WORK INSTRUCTIONS.
List all lines of the data that include the string "roads".

** INPUT RECORDS follows **

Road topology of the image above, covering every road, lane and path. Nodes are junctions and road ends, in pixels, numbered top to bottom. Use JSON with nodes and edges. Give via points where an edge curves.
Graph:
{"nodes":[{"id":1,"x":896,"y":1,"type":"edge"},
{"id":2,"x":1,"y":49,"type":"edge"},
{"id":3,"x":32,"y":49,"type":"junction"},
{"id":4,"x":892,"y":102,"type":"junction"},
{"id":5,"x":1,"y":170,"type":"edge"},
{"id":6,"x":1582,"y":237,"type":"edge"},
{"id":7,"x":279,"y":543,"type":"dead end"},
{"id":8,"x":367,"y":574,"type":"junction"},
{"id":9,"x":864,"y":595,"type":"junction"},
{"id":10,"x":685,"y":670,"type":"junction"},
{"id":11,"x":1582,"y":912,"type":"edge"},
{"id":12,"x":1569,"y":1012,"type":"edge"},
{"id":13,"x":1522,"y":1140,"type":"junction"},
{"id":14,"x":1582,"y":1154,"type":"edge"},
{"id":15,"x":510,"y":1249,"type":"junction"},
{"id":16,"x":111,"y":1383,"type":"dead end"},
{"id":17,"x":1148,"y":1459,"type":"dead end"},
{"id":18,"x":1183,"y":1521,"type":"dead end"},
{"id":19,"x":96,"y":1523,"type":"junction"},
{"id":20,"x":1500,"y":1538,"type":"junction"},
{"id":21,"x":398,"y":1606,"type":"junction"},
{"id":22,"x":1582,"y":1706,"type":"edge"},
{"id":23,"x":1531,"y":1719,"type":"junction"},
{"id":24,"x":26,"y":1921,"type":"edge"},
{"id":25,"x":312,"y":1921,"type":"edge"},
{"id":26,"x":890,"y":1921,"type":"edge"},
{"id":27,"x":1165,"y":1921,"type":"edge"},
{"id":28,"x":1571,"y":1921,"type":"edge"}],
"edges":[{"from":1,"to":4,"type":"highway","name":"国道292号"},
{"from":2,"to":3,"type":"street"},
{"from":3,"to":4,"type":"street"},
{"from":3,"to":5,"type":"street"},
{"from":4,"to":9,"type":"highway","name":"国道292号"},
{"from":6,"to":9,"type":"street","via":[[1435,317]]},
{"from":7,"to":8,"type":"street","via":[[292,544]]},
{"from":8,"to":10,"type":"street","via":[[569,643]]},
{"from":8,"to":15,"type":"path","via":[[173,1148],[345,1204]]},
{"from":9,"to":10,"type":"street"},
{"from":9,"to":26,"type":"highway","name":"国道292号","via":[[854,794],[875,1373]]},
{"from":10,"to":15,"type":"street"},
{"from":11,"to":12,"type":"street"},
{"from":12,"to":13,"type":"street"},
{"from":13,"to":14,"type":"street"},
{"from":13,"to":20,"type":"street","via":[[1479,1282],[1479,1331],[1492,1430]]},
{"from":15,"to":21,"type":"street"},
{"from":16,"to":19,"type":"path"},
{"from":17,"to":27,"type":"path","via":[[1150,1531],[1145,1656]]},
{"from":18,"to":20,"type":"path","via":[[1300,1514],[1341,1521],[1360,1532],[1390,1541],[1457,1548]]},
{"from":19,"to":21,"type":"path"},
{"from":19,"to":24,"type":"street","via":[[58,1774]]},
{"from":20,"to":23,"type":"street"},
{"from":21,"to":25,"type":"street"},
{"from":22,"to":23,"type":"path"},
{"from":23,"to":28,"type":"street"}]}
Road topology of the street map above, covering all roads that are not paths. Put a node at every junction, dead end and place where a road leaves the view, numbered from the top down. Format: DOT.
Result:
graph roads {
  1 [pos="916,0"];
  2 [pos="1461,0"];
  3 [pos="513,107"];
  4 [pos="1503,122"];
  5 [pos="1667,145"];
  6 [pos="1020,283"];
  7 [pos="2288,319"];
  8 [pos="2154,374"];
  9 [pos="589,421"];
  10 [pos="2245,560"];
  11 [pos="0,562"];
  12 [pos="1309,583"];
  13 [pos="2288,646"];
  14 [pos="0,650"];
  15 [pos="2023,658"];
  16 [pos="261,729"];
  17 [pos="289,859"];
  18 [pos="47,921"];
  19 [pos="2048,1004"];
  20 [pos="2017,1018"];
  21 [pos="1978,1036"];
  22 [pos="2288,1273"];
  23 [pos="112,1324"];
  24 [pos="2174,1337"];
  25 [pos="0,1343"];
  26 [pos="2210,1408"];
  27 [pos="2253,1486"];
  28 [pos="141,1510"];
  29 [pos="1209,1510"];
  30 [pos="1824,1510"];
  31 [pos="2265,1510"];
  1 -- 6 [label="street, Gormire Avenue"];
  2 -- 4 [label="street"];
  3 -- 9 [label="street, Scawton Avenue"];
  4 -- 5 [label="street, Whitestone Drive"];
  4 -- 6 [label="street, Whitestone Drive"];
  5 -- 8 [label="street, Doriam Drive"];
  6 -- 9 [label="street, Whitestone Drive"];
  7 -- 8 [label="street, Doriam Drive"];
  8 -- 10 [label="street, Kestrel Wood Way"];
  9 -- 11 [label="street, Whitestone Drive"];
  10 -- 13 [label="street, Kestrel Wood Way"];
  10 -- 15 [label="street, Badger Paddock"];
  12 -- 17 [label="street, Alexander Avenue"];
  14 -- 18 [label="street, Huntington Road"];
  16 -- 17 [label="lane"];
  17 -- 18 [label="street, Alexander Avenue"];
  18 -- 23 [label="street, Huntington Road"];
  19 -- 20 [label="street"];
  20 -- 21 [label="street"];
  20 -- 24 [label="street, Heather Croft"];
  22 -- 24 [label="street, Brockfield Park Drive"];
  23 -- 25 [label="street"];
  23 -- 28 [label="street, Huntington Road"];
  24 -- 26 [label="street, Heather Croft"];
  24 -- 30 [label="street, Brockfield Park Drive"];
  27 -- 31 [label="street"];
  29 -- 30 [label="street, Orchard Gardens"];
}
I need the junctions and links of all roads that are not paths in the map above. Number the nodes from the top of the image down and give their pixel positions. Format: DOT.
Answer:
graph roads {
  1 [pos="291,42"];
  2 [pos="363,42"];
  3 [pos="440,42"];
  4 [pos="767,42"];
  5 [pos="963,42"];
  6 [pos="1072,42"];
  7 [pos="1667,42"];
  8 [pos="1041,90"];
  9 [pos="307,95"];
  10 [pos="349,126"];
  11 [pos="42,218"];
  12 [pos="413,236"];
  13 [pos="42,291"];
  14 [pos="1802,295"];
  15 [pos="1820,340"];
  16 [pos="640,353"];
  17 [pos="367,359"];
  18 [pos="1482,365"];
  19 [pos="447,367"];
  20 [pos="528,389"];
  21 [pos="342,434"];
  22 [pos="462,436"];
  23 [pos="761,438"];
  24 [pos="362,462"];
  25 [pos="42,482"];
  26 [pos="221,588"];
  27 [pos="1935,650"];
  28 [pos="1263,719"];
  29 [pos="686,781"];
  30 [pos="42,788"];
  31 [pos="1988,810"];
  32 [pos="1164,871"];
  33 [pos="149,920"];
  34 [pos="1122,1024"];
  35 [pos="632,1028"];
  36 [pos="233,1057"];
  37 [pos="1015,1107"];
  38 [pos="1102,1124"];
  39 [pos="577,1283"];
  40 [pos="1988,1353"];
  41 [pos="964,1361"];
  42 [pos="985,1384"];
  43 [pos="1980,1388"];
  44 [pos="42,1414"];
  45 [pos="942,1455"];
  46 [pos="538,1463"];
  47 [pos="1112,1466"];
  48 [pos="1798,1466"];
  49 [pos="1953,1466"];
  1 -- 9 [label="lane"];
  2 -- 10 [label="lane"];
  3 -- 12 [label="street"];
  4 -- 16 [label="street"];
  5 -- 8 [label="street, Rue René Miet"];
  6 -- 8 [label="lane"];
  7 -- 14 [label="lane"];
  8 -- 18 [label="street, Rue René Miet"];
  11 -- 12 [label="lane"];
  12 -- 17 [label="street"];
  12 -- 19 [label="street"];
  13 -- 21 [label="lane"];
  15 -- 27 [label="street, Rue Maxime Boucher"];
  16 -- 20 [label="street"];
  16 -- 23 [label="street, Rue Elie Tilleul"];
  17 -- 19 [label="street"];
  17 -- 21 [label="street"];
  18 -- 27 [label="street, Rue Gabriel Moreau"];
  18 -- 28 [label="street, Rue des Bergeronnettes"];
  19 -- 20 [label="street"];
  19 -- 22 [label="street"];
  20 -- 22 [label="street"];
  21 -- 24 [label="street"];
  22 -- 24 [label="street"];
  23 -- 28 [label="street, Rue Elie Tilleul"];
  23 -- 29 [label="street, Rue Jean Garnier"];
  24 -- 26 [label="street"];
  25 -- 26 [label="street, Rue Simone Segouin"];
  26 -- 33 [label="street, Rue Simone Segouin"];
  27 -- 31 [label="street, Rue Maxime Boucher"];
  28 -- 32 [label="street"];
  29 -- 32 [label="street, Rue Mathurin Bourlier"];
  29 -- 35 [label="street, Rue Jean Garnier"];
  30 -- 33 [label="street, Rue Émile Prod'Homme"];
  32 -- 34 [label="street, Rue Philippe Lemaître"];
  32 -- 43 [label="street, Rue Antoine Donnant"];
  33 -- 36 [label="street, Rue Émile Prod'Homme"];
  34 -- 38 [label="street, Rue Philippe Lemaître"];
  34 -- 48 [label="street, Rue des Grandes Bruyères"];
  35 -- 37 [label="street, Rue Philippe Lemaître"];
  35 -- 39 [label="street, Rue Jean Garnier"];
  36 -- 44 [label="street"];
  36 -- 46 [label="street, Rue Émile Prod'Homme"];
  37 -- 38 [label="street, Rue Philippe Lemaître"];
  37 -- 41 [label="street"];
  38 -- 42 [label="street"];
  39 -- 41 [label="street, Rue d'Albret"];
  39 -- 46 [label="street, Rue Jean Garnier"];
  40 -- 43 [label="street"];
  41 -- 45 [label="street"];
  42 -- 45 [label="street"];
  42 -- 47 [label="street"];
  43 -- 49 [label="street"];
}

** End of INPUT RECORDS **

WRITTEN REPLY.
Road topology of the street map above, covering all roads that are not paths. Put a node at every junction, dead end and place where a road leaves the view, numbered from the top down. Format: DOT.
graph roads {
I need the junctions and links of all roads that are not paths in the map above. Number the nodes from the top of the image down and give their pixel positions. Format: DOT.
graph roads {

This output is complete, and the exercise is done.